A nervous and worried Priya Saha has given her defense of what she said and meant at the White House in a video interview.
That does not appear to have stemmed the outrage against her, for there are people who are determined to take her to court over her attempt, as they see it, to malign Bangladesh on foreign soil.
It would be wrong to question Saha’s patriotism, even as we excoriate her for the imprudent remarks she made in Washington. But that brings us to another point.
Who are these people in the American establishment who decide that people of their choice, belonging to religious minorities or dissident political groups overseas, can be flown to Washington to complain about conditions back home?
When Muslims and Hispanics are at the receiving end of Trump’s prejudice, when four perfectly American congresswomen are advised to go home by a ranting occupant of the White House, it is hypocrisy having people from foreign countries speak of the troubles they go through in their societies.
Saha would not be in the kind of trouble she is in today had she voiced her feelings on the minority question on home ground in Bangladesh.

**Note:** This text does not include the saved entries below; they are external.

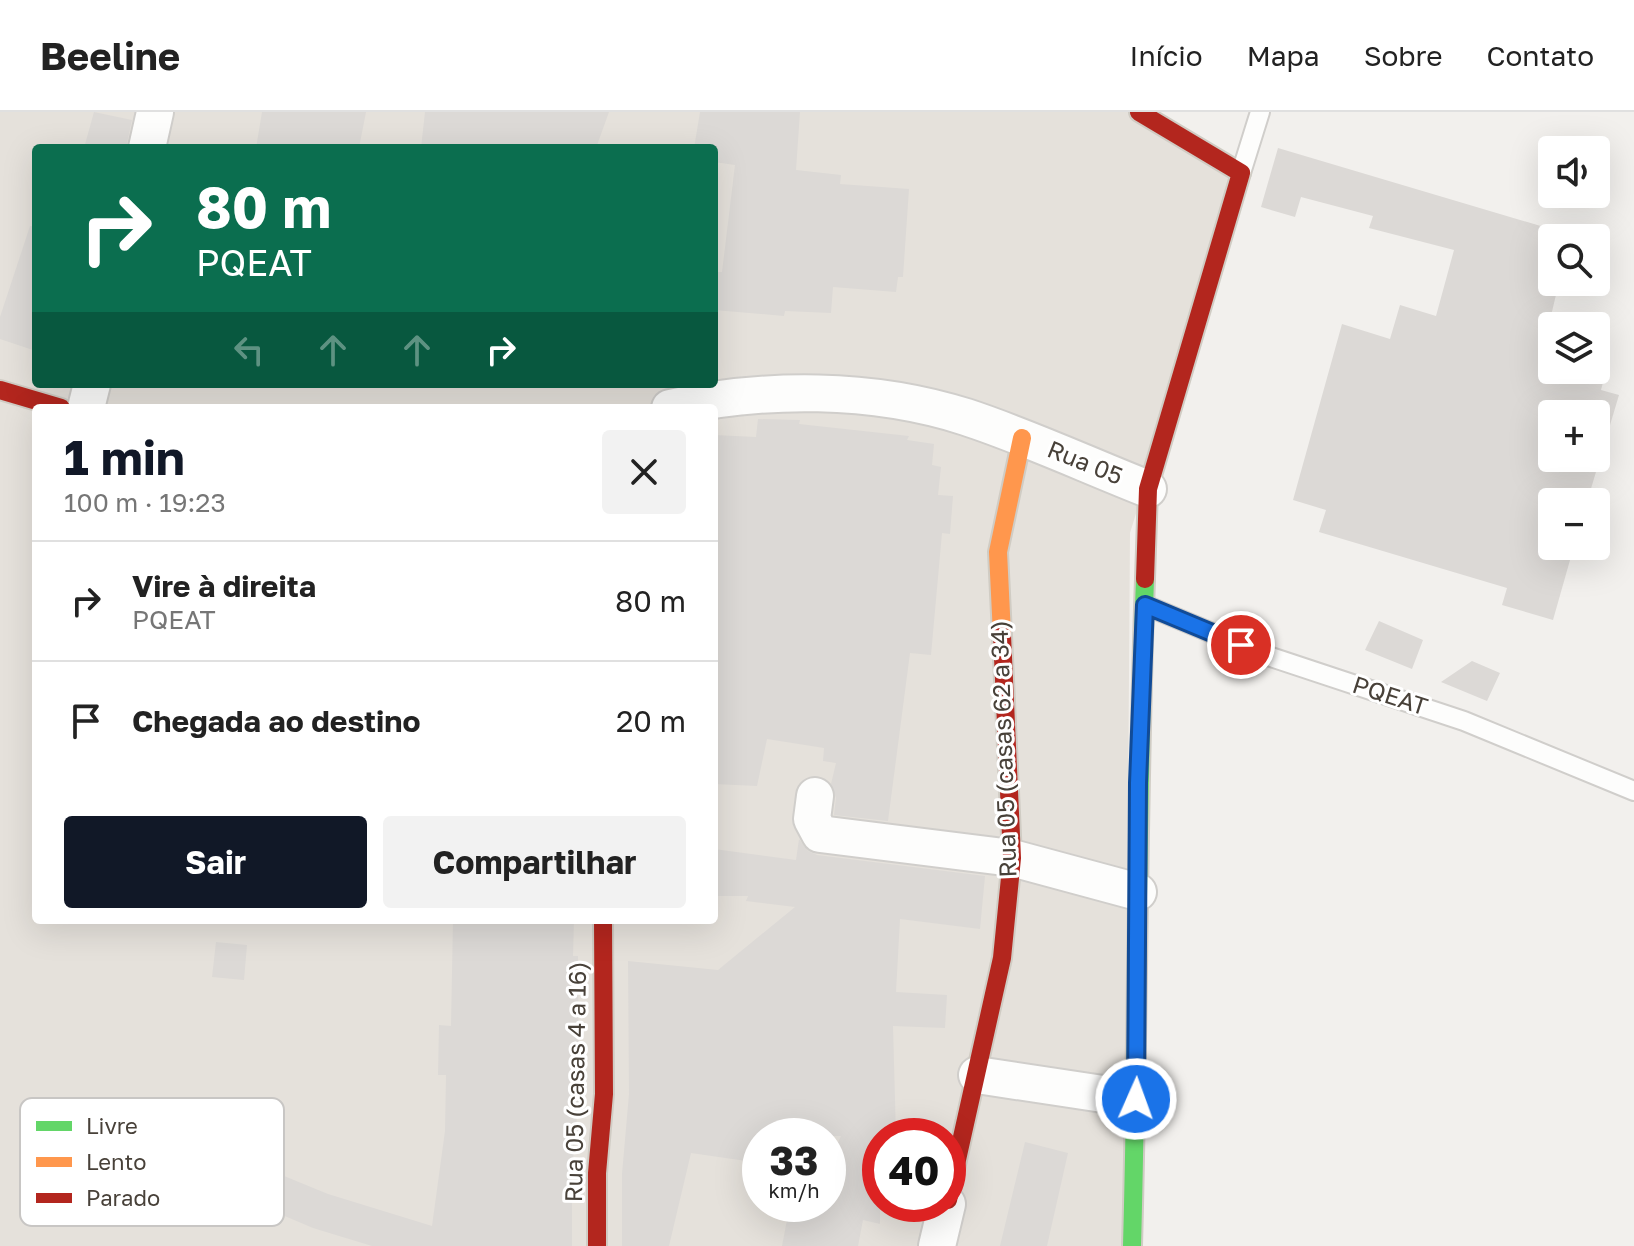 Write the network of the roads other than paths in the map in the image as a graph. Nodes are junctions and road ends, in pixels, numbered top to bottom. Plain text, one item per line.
1 (155, 112) edge
2 (1139, 112) edge
3 (1260, 112) edge
4 (148, 144) edge
5 (1241, 173) junction
6 (0, 390) edge
7 (47, 404) edge
8 (695, 404) edge
9 (1022, 438) junction
10 (1148, 489) junction
11 (1145, 605) junction
12 (1634, 791) edge
13 (815, 796) dead end
14 (1012, 858) junction
15 (1138, 892) junction
16 (603, 924) edge
17 (977, 1075) junction
18 (1136, 1099) junction
19 (966, 1123) edge
20 (943, 1222) edge
21 (597, 1246) edge
22 (937, 1246) edge
23 (1132, 1246) edge

1 - 4 street
2 - 5 street
3 - 5 lane
5 - 10 street
6 - 7 street
8 - 9 street, Rua 05
9 - 10 street, Rua 05
9 - 14 street, Rua 05 (casas 62 a 34)
10 - 11 street
11 - 12 lane, PQEAT
11 - 15 street
13 - 14 street
14 - 15 street
14 - 17 street, Rua 05 (casas 62 a 34)
15 - 18 street
16 - 21 street, Rua 05 (casas 4 a 16)
17 - 18 street
17 - 19 street, Rua 05 (casas 62 a 34)
18 - 23 street
20 - 22 street, Rua 05 (casas 62 a 34)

To be invited by a foreign power to voice grievances before a foreign leader is, and has always been, a depressing affair.
Priya Saha is not the first Bengali to have been caught, by design or by chance, in this conundrum.

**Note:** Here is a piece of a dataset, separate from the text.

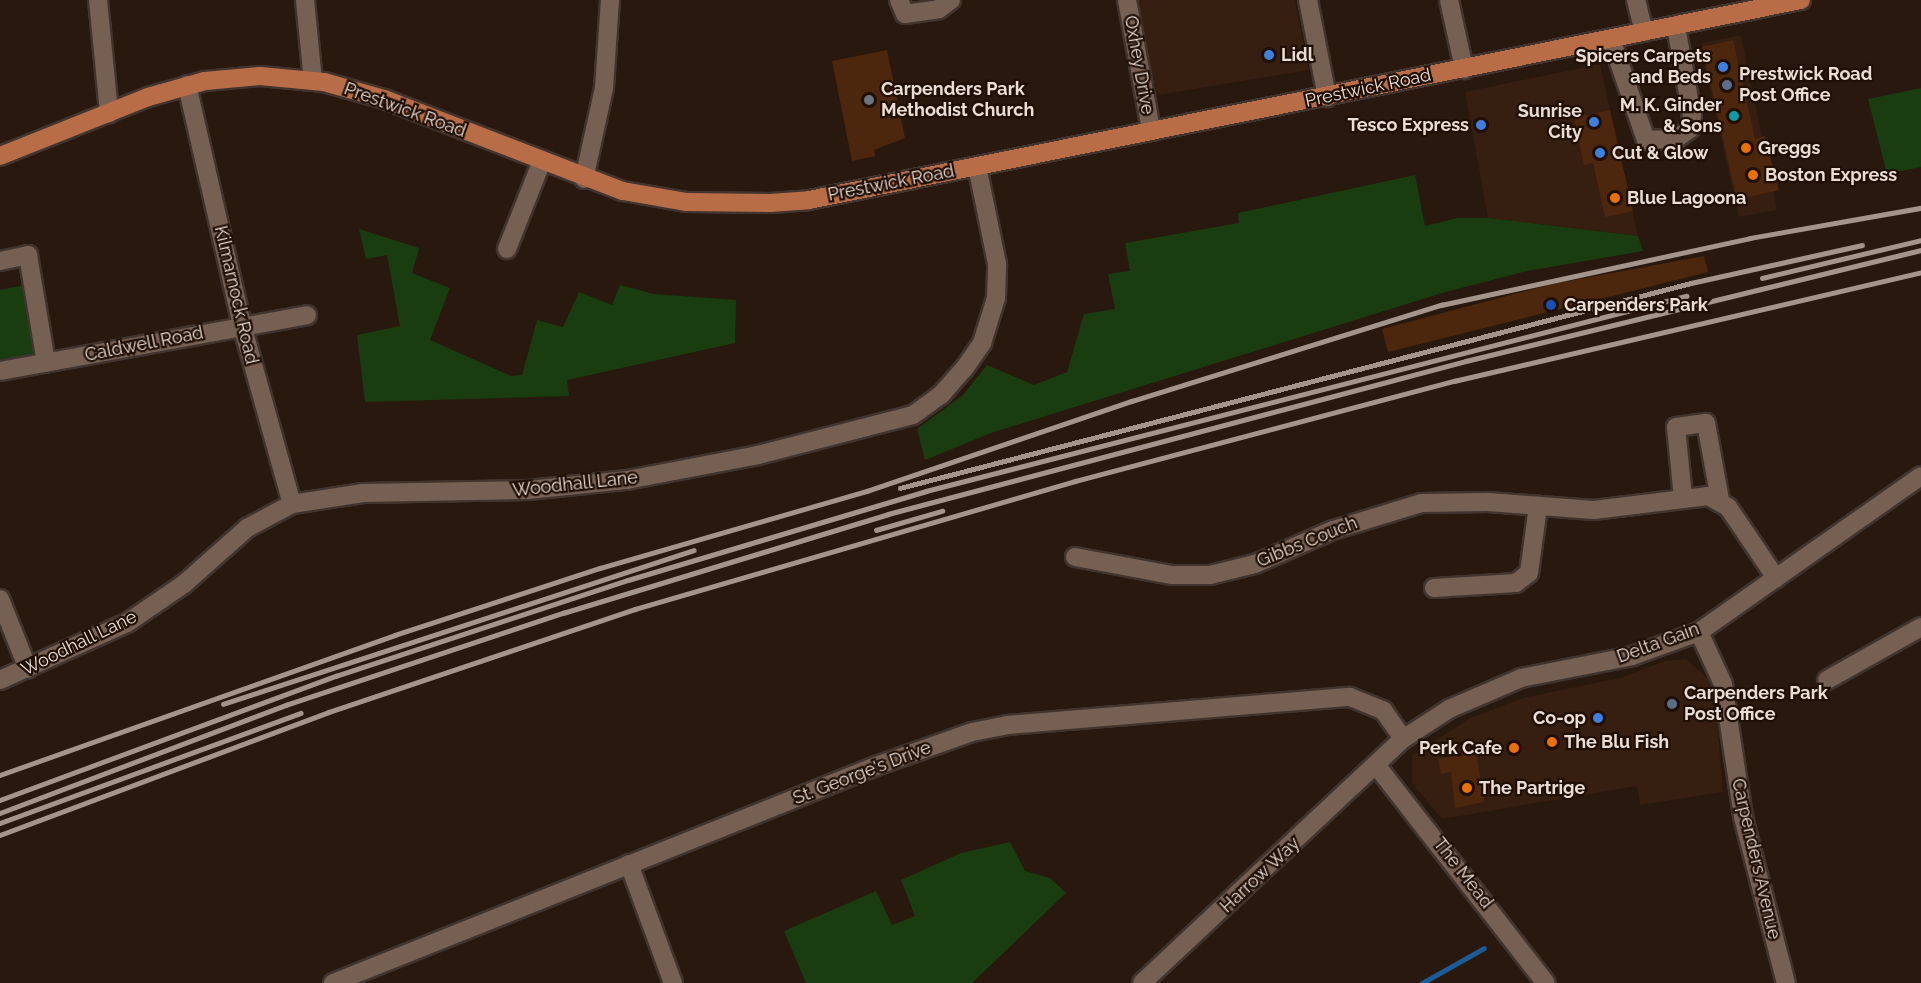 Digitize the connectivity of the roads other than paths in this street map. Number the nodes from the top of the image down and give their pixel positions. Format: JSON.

There are organizations, NGOs, as well as governments, and of course the media, which are happy to have individuals take their own governments and countries to task in a foreign clime.
Articles critical of conditions in Bangladesh, penned by Bangladesh’s writers, are all too often lapped up by newspapers abroad. Those who try offering a different point of view receive no acknowledgement of their write-ups.
Individuals who employ incendiary language on foreign television networks, describing a constitutionally elected government at home as illegal and prophesying, a condition where ruling politicians will be torn apart should the opportunity present itself, are portrayed as defenders of media freedom in the West.
It then stands to reason that those who invited Priya Saha, and all those others from other countries, to Washington, were engaging in a deliberate exercise of undermining nations beyond their own frontiers.
Of course, problems exist on the religious minority canvas in Bangladesh. Of course, we can exercise the need to correct the situation.
But when it is men like Trump who imagine they can fix our problems for us, we are left amused. It is naïve people like Priya Saha who pay the price.
But let us abjure this lynch mob psychology, this knee-jerk reaction to everything and anything negative said about us by anyone anywhere.
Priya Saha, a citizen of this country, should have the guarantee of coming back home without fear and be asked, in a polite and democratic fashion, about her comments abroad.
She and her family must be provided with the security the situation calls for. The charge against her is that she has been complaining about conditions in the country to the leader of a foreign government.
Are such complaints new? We have the precedents before us.
Since the return of elected government in 1991, we have had the unedifying experience of the political opposition — the party or alliance which has lost the election at any given time — cheerfully, eagerly, and regularly meeting Western ambassadors and high commissioners based in Dhaka to complain about the doings of the ruling party.
Moreover, there have been important visitors, part of the Western ruling circles, who have flown into Bangladesh and have interacted with individuals critical of the party in power, at any given period, in the last 28 years.
Thus has the ugly tradition of seeking out foreigners, or foreigners seeking us out, for criticism to be voiced about national governance before each other deepened over time. It is a practice that does not have to become a permanent, universal truth.
It is also a message — that we need to plug our own vulnerabilities through positive action here at home.
Syed Badrul Ahsan is a journalist and biographer.